© Patrice Malot

Histoire et patrimoine : quand l’architecture veut faire rayonner Lyon

Depuis les années 1980, les maires qui se succèdent à Lyon mènent une politique de rayonnement international en faisant appel aux architectes de renommée mondiale.

Architectures déroutantes, parfois peu compréhensibles, nées de l’agitation de la vie moderne…, il est bien plus difficile de porter un regard sur un art qui naît et s’élabore sous nos yeux que d’aborder l’architecture des siècles passés, épurée, en quelque sorte “décantée”, par le temps et l’histoire.

Aux temps complexes et à un monde qui, dès la fin des années 1970, commence à changer radicalement (mondialisation, abondance médiatique, ordinateur, etc.) vient répondre une architecture aux contours moins précis que les courants architecturaux qui la précédent, à la fois multiforme et en perpétuel devenir.

Appréhendons les grandes tendances, les constructions emblématiques lyonnaises, souvent signées de grands noms de l’architecture d’aujourd’hui, mais aussi des lieux plus insolites et étonnants.

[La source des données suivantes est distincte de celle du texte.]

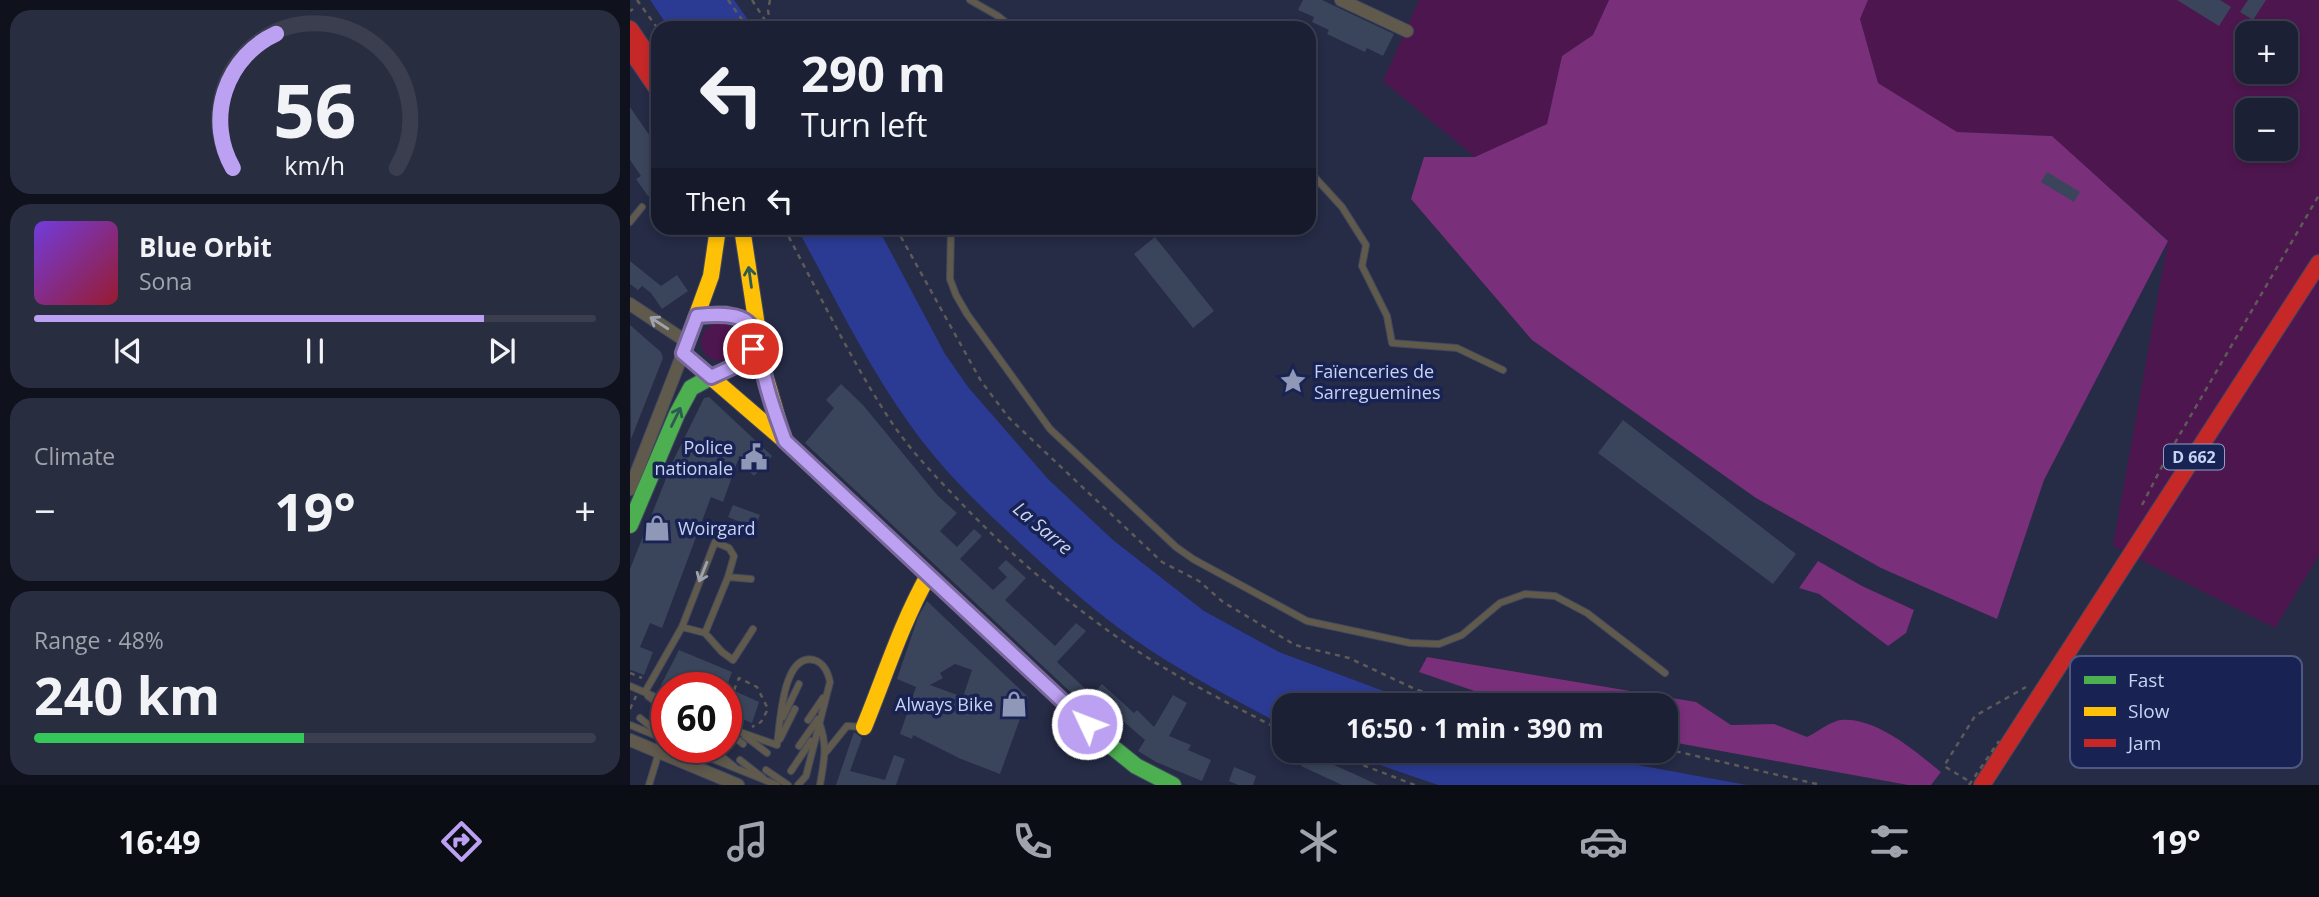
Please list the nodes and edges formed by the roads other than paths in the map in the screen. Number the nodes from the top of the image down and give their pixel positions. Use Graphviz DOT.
graph roads {
  1 [pos="970,0"];
  2 [pos="1341,0"];
  3 [pos="1004,21"];
  4 [pos="630,29"];
  5 [pos="1407,31"];
  6 [pos="630,50"];
  7 [pos="651,59"];
  8 [pos="651,80"];
  9 [pos="1316,179"];
  10 [pos="642,207"];
  11 [pos="630,222"];
  12 [pos="718,235"];
  13 [pos="744,235"];
  14 [pos="951,235"];
  15 [pos="2319,263"];
  16 [pos="630,304"];
  17 [pos="697,316"];
  18 [pos="755,334"];
  19 [pos="685,348"];
  20 [pos="1503,370"];
  21 [pos="711,377"];
  22 [pos="785,441"];
  23 [pos="641,464"];
  24 [pos="630,489"];
  25 [pos="630,525"];
  26 [pos="928,576"];
  27 [pos="728,577"];
  28 [pos="751,579"];
  29 [pos="682,627"];
  30 [pos="753,629"];
  31 [pos="705,634"];
  32 [pos="1665,673"];
  33 [pos="799,684"];
  34 [pos="630,686"];
  35 [pos="641,691"];
  36 [pos="827,693"];
  37 [pos="651,695"];
  38 [pos="651,699"];
  39 [pos="795,709"];
  40 [pos="821,714"];
  41 [pos="639,718"];
  42 [pos="808,720"];
  43 [pos="819,722"];
  44 [pos="781,723"];
  45 [pos="630,725"];
  46 [pos="651,727"];
  47 [pos="864,727"];
  48 [pos="742,730"];
  49 [pos="651,734"];
  50 [pos="814,736"];
  51 [pos="630,740"];
  52 [pos="777,745"];
  53 [pos="799,746"];
  54 [pos="651,749"];
  55 [pos="825,752"];
  56 [pos="767,753"];
  57 [pos="742,762"];
  58 [pos="656,763"];
  59 [pos="692,763"];
  60 [pos="719,763"];
  61 [pos="726,763"];
  62 [pos="766,770"];
  63 [pos="790,771"];
  64 [pos="740,779"];
  65 [pos="1154,781"];
  66 [pos="768,782"];
  67 [pos="649,785"];
  68 [pos="777,785"];
  69 [pos="788,785"];
  70 [pos="798,785"];
  71 [pos="820,785"];
  72 [pos="1172,785"];
  73 [pos="1982,785"];
  1 -- 3 [label="lane"];
  2 -- 5 [label="street"];
  4 -- 7 [label="main road"];
  6 -- 8 [label="main road"];
  9 -- 20 [label="lane"];
  10 -- 11 [label="lane"];
  12 -- 17 [label="main road"];
  18 -- 13 [label="main road, one-way"];
  14 -- 32 [label="lane"];
  15 -- 73 [label="main road, D 662"];
  19 -- 16 [label="street, one-way"];
  17 -- 18 [label="main road"];
  17 -- 19 [label="main road"];
  18 -- 21 [label="main road"];
  18 -- 22 [label="main road"];
  19 -- 21 [label="main road"];
  19 -- 23 [label="street"];
  21 -- 22 [label="main road"];
  23 -- 21 [label="main road, one-way"];
  22 -- 26 [label="main road"];
  23 -- 24 [label="street"];
  23 -- 25 [label="main road"];
  26 -- 47 [label="main road"];
  26 -- 65 [label="main road"];
  27 -- 28 [label="lane"];
  27 -- 29 [label="lane, one-way"];
  27 -- 31 [label="lane"];
  29 -- 31 [label="lane"];
  29 -- 35 [label="lane"];
  30 -- 31 [label="lane"];
  33 -- 44 [label="lane"];
  34 -- 35 [label="lane"];
  35 -- 37 [label="lane"];
  35 -- 38 [label="lane"];
  36 -- 40 [label="lane"];
  36 -- 42 [label="lane"];
  36 -- 44 [label="lane"];
  39 -- 52 [label="lane"];
  40 -- 43 [label="lane"];
  40 -- 53 [label="lane"];
  41 -- 46 [label="lane"];
  43 -- 50 [label="lane"];
  43 -- 55 [label="lane"];
  44 -- 52 [label="lane"];
  45 -- 49 [label="lane"];
  47 -- 55 [label="lane"];
  48 -- 52 [label="lane"];
  48 -- 56 [label="lane"];
  50 -- 63 [label="lane"];
  50 -- 70 [label="lane"];
  51 -- 54 [label="street"];
  55 -- 71 [label="lane"];
  57 -- 66 [label="lane"];
  58 -- 67 [label="lane"];
  59 -- 64 [label="street"];
  60 -- 64 [label="lane"];
  61 -- 64 [label="lane"];
  62 -- 69 [label="lane"];
  64 -- 66 [label="lane"];
  65 -- 72 [label="main road"];
  66 -- 68 [label="lane"];
}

Le temps de la qualité de vie et l’ouverture à l’international

Alors que les années 1960-70 sont marquées à Lyon par la priorité donnée à la construction de logements et d’infrastructures, depuis la fin des années 1980, l’accent est mis sur la qualité urbaine grâce à l’aménagement et la création de nouveaux cadres de vie.

Initié par le maire Michel Noir (1989-1995) le plan Lumière se fait jour : ponts et monuments sont mis en valeur, les places sont dotées d’un mobilier urbain spécifique et beaucoup sont recomposées à l’instar de celle des Terreaux, animée par des jets d’eau intermittents et dont la fontaine est déplacée face au palais Saint-Pierre.

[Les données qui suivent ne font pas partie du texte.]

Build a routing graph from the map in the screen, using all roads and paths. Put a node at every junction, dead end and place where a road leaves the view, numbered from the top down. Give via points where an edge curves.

Il est suivi d’un plan Couleur qui dote la ville de jolies teintes. En 1991, le Grand Lyon adopte le plan Bleu afin de rétablir les relations des Lyonnais à leurs cours d’eau. Les berges utilisées pour le stationnement ou la voirie sont rendues aux habitants.

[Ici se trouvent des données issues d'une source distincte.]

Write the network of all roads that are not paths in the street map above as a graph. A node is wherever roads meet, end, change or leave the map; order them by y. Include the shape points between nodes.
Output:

Depuis les années 1980, les édiles de Lyon et du Grand Lyon mènent également, dans une grande continuité, une politique de développement afin d’inscrire Lyon parmi les métropoles européennes dynamiques.

La mise en concurrence des pôles économiques au niveau européen impose aux grandes villes de renforcer leurs atouts urbains pour attirer investisseurs et entreprises.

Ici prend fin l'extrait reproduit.